__EXERCISE DESCRIPTION__
Images embedded in the records are excluded; print everything else exactly as given.
--- DATA FOR ANALYSIS Enclosed Below ---
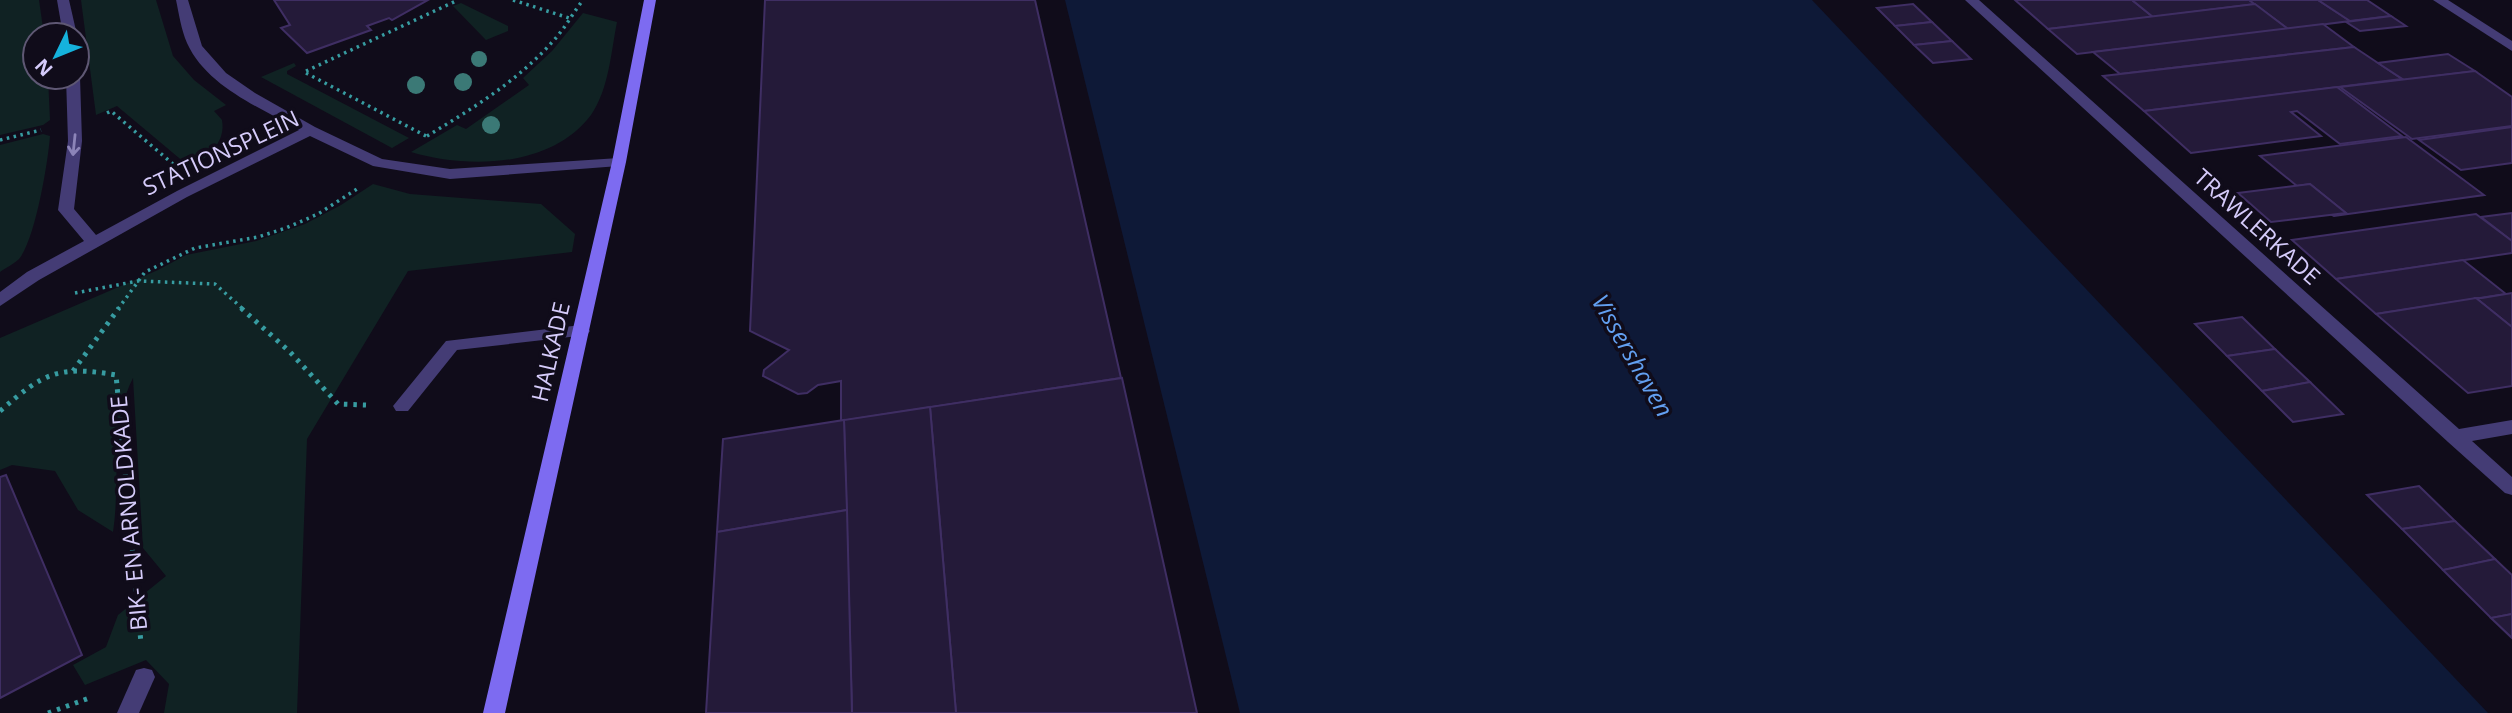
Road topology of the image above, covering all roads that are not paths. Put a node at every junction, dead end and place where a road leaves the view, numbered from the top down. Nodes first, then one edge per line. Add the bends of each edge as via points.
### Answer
1 (63, 0) edge
2 (182, 0) edge
3 (650, 0) edge
4 (1971, 0) edge
5 (2439, 0) edge
6 (67, 21) edge
7 (2512, 47) edge
8 (75, 91) edge
9 (310, 130) junction
10 (619, 162) junction
11 (94, 242) junction
12 (0, 300) edge
13 (581, 331) junction
14 (402, 406) road end
15 (2512, 426) edge
16 (2455, 437) junction
17 (2512, 488) edge
18 (144, 677) road end
19 (128, 713) edge
20 (494, 713) edge

1 - 6 street
2 - 9 street via 198,51 213,68
3 - 10 street, HALKADE
4 - 16 street, TRAWLERKADE
5 - 7 street
8 -> 11 street via 76,122 66,210
9 - 10 street, STATIONSPLEIN via 378,163 450,174
9 - 11 street, STATIONSPLEIN
10 - 13 street, HALKADE
11 - 12 street, STATIONSPLEIN
13 - 14 street via 452,345
13 - 20 street, HALKADE
15 - 16 street
16 - 17 street, TRAWLERKADE
18 - 19 street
--- End of Enclosed DATA FOR ANALYSIS ---
__WRITTEN SOLUTION__
Road topology of the image above, covering all roads that are not paths. Put a node at every junction, dead end and place where a road leaves the view, numbered from the top down. Nodes first, then one edge per line. Add the bends of each edge as via points.
### Answer
1 (63, 0) edge
2 (182, 0) edge
3 (650, 0) edge
4 (1971, 0) edge
5 (2439, 0) edge
6 (67, 21) edge
7 (2512, 47) edge
8 (75, 91) edge
9 (310, 130) junction
10 (619, 162) junction
11 (94, 242) junction
12 (0, 300) edge
13 (581, 331) junction
14 (402, 406) road end
15 (2512, 426) edge
16 (2455, 437) junction
17 (2512, 488) edge
18 (144, 677) road end
19 (128, 713) edge
20 (494, 713) edge

1 - 6 street
2 - 9 street via 198,51 213,68
3 - 10 street, HALKADE
4 - 16 street, TRAWLERKADE
5 - 7 street
8 -> 11 street via 76,122 66,210
9 - 10 street, STATIONSPLEIN via 378,163 450,174
9 - 11 street, STATIONSPLEIN
10 - 13 street, HALKADE
11 - 12 street, STATIONSPLEIN
13 - 14 street via 452,345
13 - 20 street, HALKADE
15 - 16 street
16 - 17 street, TRAWLERKADE
18 - 19 street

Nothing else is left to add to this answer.